IF EXISTS (SELECT name FROM sys.tables WHERE name = N'tblNaiveBayesExample') DROP TABLE dbo.tblNaiveBayesExample; create table dbo.tblNaiveBayesExample ( PKey integer identity(1,1) Primary Key, Outlook varchar(8) not null, Temperature varchar(4) not null, Humidity varchar(6) not null, Windy varchar(5) not null, Play varchar(3) not null ) insert into dbo.tblNaiveBayesExample values ('sunny','hot','high','FALSE','no') insert into dbo.tblNaiveBayesExample values ('sunny','hot','high','TRUE','no') insert into dbo.tblNaiveBayesExample values ('overcast','hot','high','FALSE','yes') insert into dbo.tblNaiveBayesExample values ('rainy','mild','high','FALSE','yes') insert into dbo.tblNaiveBayesExample values ('rainy','cool','normal','FALSE','yes') insert into dbo.tblNaiveBayesExample values ('rainy','cool','normal','TRUE','no') insert into dbo.tblNaiveBayesExample values ('overcast','cool','normal','TRUE','yes') insert into dbo.tblNaiveBayesExample values ('sunny','mild','high','FALSE','no') insert into dbo.tblNaiveBayesExample values ('sunny','cool','normal','FALSE','yes') insert into dbo.tblNaiveBayesExample values ('rainy','mild','normal','FALSE','yes') insert into dbo.tblNaiveBayesExample values ('sunny','mild','normal','TRUE','yes') insert into dbo.tblNaiveBayesExample values ('overcast','mild','high','TRUE','yes') insert into dbo.tblNaiveBayesExample values ('overcast','hot','normal','FALSE','yes') insert into dbo.tblNaiveBayesExample values ('rainy','mild','high','TRUE','no') select * from dbo.tblNaiveBayesExample go
The output from the T-SQL code is shown below.
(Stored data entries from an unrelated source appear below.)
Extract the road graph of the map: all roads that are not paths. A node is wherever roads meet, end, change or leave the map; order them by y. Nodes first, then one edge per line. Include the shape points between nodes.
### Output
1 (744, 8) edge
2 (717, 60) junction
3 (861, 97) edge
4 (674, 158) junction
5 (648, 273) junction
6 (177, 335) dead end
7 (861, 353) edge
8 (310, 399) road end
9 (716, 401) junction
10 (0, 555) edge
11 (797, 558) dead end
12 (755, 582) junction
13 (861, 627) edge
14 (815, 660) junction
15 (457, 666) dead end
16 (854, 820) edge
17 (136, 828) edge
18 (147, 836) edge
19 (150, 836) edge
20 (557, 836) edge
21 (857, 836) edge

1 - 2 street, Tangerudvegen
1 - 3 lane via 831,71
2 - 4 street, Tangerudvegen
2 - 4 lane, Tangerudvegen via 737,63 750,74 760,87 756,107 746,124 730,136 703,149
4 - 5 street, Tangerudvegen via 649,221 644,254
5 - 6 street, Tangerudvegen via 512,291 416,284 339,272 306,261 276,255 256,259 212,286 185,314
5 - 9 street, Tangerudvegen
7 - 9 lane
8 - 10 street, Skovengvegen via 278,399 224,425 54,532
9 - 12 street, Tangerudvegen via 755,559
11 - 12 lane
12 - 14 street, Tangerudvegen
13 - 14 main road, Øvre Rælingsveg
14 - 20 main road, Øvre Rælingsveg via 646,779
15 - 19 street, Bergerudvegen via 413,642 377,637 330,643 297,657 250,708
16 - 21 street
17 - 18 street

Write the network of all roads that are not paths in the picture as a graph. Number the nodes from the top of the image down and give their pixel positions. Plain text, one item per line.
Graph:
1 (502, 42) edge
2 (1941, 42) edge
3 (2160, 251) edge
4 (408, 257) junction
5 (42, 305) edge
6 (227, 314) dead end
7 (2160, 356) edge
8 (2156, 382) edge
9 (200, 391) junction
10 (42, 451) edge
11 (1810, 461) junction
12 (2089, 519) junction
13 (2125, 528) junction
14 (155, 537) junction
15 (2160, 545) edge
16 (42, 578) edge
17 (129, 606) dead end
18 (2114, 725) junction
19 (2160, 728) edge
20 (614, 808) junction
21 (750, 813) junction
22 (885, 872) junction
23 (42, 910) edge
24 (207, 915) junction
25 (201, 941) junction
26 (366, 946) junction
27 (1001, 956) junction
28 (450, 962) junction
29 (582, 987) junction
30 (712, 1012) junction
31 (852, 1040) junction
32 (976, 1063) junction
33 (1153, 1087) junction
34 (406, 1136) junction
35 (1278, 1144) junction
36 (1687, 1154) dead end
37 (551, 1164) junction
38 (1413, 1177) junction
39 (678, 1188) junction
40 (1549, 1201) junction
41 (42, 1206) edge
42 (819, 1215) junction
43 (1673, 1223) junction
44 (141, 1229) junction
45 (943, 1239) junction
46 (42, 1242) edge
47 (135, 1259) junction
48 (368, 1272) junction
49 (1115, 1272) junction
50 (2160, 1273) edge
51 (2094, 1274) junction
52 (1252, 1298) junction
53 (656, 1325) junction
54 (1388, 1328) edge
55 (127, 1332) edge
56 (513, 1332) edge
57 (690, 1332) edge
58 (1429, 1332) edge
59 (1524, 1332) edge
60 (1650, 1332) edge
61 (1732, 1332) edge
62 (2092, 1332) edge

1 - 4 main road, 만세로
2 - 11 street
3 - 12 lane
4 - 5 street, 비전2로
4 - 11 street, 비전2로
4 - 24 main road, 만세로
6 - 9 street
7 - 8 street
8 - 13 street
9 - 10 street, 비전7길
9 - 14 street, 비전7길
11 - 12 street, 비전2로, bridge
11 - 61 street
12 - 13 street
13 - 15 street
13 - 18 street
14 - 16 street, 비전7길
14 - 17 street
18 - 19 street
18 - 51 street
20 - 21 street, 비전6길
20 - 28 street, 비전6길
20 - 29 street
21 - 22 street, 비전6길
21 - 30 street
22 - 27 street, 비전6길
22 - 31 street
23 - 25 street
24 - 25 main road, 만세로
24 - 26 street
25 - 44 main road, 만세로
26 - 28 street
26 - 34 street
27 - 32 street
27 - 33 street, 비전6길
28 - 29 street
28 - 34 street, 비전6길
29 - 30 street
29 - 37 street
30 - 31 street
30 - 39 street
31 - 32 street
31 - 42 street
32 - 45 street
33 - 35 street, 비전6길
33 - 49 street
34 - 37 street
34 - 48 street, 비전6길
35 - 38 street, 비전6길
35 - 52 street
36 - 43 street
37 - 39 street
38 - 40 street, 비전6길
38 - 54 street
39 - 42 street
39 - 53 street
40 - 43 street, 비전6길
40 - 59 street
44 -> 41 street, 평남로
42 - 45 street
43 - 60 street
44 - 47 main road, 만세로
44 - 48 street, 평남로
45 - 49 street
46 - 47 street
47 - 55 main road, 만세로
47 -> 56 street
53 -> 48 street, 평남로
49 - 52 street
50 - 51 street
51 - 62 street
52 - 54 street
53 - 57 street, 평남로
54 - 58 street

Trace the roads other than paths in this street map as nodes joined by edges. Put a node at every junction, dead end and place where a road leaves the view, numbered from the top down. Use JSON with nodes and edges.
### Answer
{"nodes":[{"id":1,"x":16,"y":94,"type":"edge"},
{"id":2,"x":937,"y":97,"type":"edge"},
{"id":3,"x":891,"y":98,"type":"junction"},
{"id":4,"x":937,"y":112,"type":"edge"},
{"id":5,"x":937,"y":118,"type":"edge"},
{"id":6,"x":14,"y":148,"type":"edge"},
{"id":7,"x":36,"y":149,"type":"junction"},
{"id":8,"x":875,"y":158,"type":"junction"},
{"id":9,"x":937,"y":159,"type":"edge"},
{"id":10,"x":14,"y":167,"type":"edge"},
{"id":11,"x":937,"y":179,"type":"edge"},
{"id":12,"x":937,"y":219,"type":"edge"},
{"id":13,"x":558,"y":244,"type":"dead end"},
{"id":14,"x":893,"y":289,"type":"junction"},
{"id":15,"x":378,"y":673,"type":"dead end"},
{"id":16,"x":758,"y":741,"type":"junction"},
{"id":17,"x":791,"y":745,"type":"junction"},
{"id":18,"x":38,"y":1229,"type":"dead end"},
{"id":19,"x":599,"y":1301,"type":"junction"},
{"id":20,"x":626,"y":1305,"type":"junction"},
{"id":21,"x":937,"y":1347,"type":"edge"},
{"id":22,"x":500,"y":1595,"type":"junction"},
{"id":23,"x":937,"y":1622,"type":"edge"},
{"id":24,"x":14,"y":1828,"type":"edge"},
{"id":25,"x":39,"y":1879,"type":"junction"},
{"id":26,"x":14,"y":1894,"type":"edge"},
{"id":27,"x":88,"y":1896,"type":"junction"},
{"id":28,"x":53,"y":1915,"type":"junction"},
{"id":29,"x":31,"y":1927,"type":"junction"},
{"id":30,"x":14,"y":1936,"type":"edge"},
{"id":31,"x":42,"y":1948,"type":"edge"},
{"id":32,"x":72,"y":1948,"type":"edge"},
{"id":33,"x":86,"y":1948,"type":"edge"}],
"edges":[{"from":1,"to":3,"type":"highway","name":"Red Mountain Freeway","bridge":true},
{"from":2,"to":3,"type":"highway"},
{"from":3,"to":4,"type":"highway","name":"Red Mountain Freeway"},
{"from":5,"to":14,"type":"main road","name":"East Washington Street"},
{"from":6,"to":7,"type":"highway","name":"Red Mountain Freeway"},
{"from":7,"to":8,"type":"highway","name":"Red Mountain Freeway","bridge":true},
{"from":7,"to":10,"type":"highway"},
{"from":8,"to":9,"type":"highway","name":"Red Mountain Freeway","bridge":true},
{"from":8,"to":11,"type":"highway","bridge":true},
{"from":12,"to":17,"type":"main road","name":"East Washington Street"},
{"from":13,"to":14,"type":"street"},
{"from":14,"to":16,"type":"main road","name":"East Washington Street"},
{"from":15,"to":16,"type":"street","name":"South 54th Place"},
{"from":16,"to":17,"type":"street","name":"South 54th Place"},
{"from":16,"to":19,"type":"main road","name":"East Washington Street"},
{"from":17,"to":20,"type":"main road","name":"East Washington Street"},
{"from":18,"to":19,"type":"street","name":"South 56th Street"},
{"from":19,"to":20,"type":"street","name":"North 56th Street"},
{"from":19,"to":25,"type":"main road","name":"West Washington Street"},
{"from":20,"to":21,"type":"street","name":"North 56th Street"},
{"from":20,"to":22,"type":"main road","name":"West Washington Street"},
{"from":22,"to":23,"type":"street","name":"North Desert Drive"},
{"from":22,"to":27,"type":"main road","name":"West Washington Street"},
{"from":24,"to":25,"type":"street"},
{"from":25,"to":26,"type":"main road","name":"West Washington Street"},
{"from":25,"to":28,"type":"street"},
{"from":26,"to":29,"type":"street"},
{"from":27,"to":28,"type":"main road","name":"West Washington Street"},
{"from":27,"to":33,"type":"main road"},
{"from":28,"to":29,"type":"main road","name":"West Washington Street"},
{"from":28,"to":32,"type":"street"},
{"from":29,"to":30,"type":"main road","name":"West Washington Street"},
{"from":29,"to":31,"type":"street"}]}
This data will be used as the input for the data mining algorithm.
In Visual Studio (also known from the start menu as SQL Server Data Tools), create a new Analysis Services Multidimensional and Data Mining Project. In this tip, we will name the project Naive Bayes Example. Click on OK when finished with the New Project window.
In the Solution Explorer window, right-click on the Data Sources folder and choose "New Data Source..." to initiate the Data Source Wizard. Click on "Next >".
Choose your data connection, if one exists. If a Data connection does not exist, click on "New..." to create a new data connection. In this example, we are using a connection to the Tips database on the localhost. Click on "Next >".
On the Impersonation Information screen, click on "Use a specific Windows user name and password." Enter your username and password. Click on "Next >".
On the Completing the Wizard screen, the data source name can be changed if desired. Click on "Finish".
In the Solution Explorer window, right-click on the Data Source Views folder and choose "New Data Source View..." to launch the Data Source View Wizard. Click on "Next >".
On the Select a Data Source page in the Relational data sources window, select the data source we created in the above step. Click on "Next >".
On the Name Matching page, check the box for "Create logical relationships by matching columns." In the Foreign key matches box, press the "Same name as primary key" button. Click on "Next >".
On the Select Tables and Views page, move tblNaiveBayesExample from the Available Objects box to the Included object box by selecting tblNaiveBayesExample in the Available objects box and then clicking on the ">" box. Click on "Next >".
On the Completing the Wizard page, give the Data Source View a name and click on "Finish".
The Solution Explorer should appear as it does below with one Data Source and one Data Source View defined.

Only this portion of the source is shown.